News: I am taking a vacation. It’s nearly the New Year, so I am taking a few weeks to time out. That does not mean that RollingAlpha stops though – it just means that I am writing this post to you from the past (date of writing – Saturday 9 November). The posts might be a bit shorter – but I’m told that might be a good thing (I’ve had some complaints about length…).

Right. So part of my plan for these posts is to:

  1. search out youtube clips* that I’ve found insightful/entertaining/frustrating;
  2. provide you with a brief commentary on what I found insightful/entertaining/frustrating; and
  3. refer you back to some of the articles that I’ve written that I think are relevant.
    *for my email subscribers: I know that the clip doesn’t display in your inbox, so it might be worth visiting the site itself for these posts.

I’m going to start where I first began my blog: with America and her debt.

Here is a libertarian illustration of how the USA got her debt.

The basic summary goes something like this:

  1. America spends more than it collects in taxes, so it borrows and/or prints money to make up the difference;
  2. In order to close the gap, it would need to cut spending (which would cause a recession) or raise taxes (which would cause a recession).
  3. Because that’s not great, it just carries on borrowing.
  4. Or printing money, which causes inflation.
  5. Somehow, all this borrowing allows for a “grand illusion” to take place, where America looks richer than the countries it is borrowing from, so the US dollar is stronger than it should be.
  6. This causes Americans to lose jobs.
  7. And one day, America will default and cause a global economic collapse.

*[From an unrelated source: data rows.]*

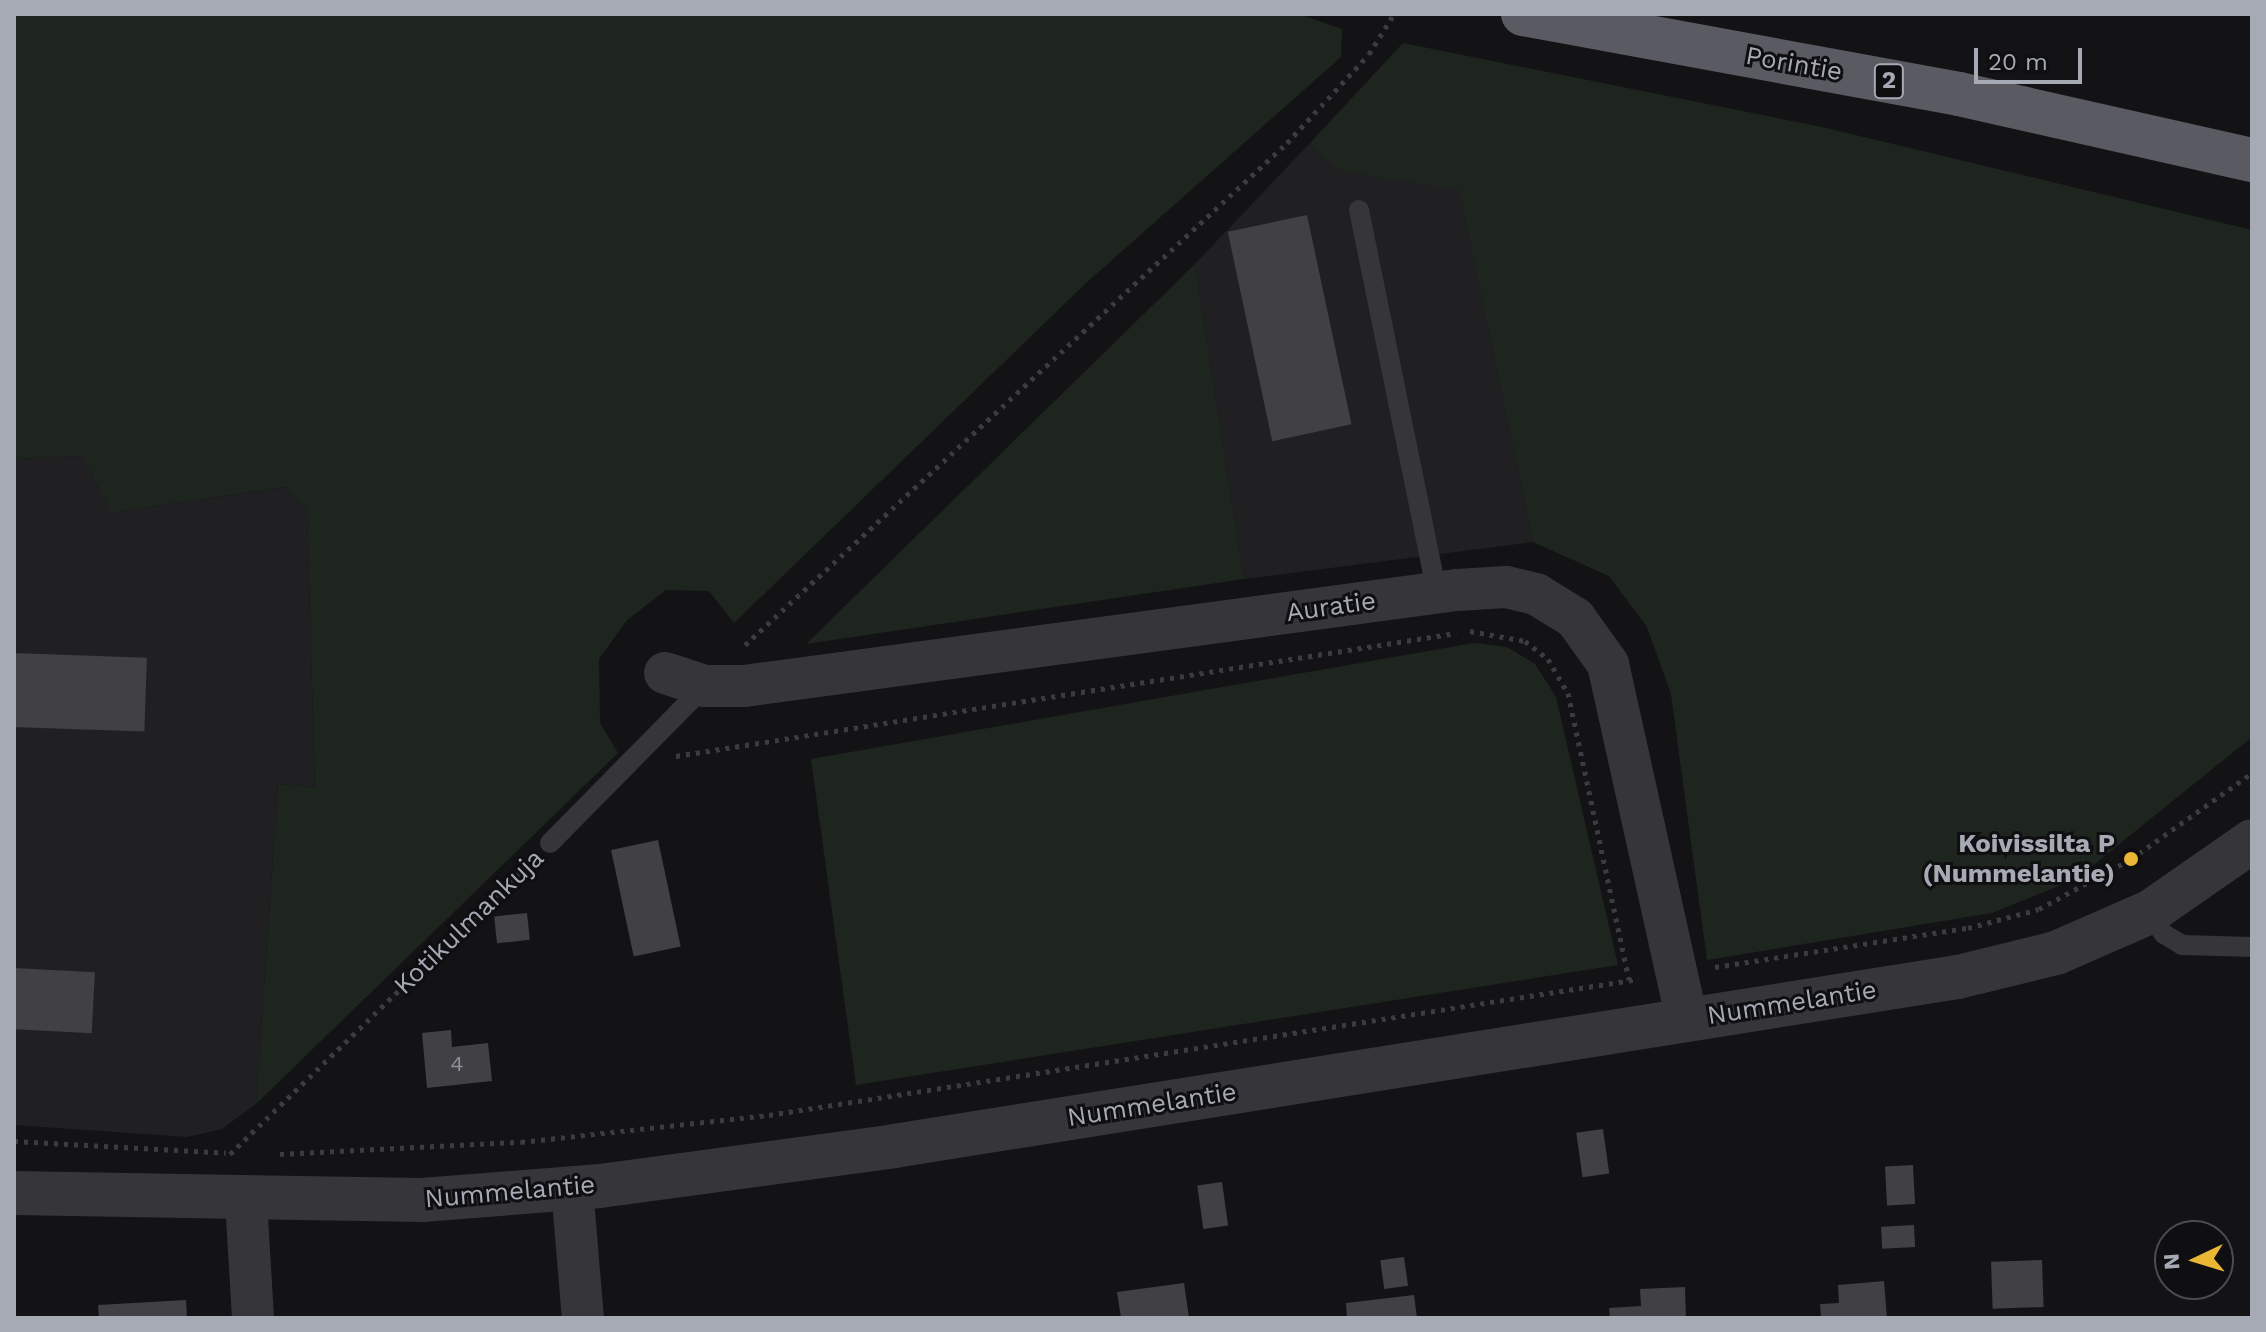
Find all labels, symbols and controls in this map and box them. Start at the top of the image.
scale bar [1978,32,2086,82]
street label: Porintie [1743,40,1845,88]
text: 20 m [1988,48,2048,76]
road number: 2 [1873,61,1905,101]
street label: Auratie [1284,585,1378,629]
place label: Koivissilta P (Nummelantie) [1923,828,2115,890]
street label: Kotikulmankuja [388,843,550,1001]
marker: Koivissilta P (Nummelantie) [2122,850,2140,868]
street label: Nummelantie [1705,974,1879,1032]
house number: 4 [450,1051,464,1077]
street label: Nummelantie [1065,1076,1239,1134]
street label: Nummelantie [424,1169,596,1215]
north arrow [2154,1220,2234,1300]
text: N [2159,1253,2185,1271]

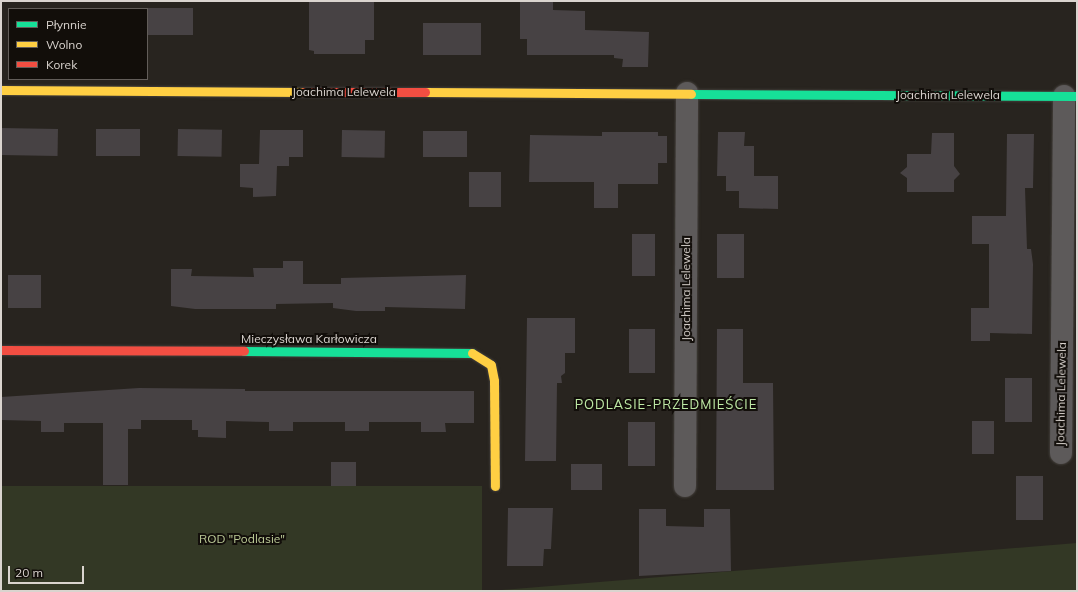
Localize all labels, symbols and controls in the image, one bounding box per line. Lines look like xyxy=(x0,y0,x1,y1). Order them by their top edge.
legend xyxy=(8,8,148,80)
text: Płynnie xyxy=(46,17,87,32)
text: Wolno xyxy=(46,37,82,52)
text: Korek xyxy=(46,57,77,72)
street label: Joachima Lelewela xyxy=(292,85,396,99)
street label: Joachima Lelewela xyxy=(896,88,1000,102)
street label: Joachima Lelewela xyxy=(679,237,693,341)
street label: Mieczysława Karłowicza xyxy=(241,332,377,346)
street label: Joachima Lelewela xyxy=(1053,342,1069,446)
district label: PODLASIE-PRZEDMIEŚCIE xyxy=(575,396,757,412)
park label: ROD "Podlasie" xyxy=(199,532,285,546)
scale bar xyxy=(10,558,86,584)
text: 20 m xyxy=(15,565,43,580)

I’ll be honest: I generally quite like simplification. I’m a fan of being approximately right and precisely wrong – mainly because I believe in paradox. But the above is just a bad simplification.

Some points:

  1. “Printing Money” is a phrase that gets thrown around too easily. What that word actually means is that the government is borrowing money from the Federal Reserve – which the US government actually can’t do directly. And when the US government has tried doing it indirectly, the rest of the world has literally swallowed up the dollars (here’s the post: How QE Works).
  2. China, Japan, the Oil-Producing Countries and the rest of the world in general have nowhere to put their money but US Government debt. Well, I mean, they do have a few other places to put it – but no other market has the scale and depth to deal with the bulk of their reserves. So as long as there is no viable alternative, the world practically demands that the US government continue to borrow money (here’s the post: The Petrodollar Collapse).
  3. As reluctant as I am to agree with Paul Krugman, all the threats of inflation have not actually resulted in any inflation taking place. Maybe the inflation is still to hit – but we are many years down the line…
  4. Also, anything could still happen.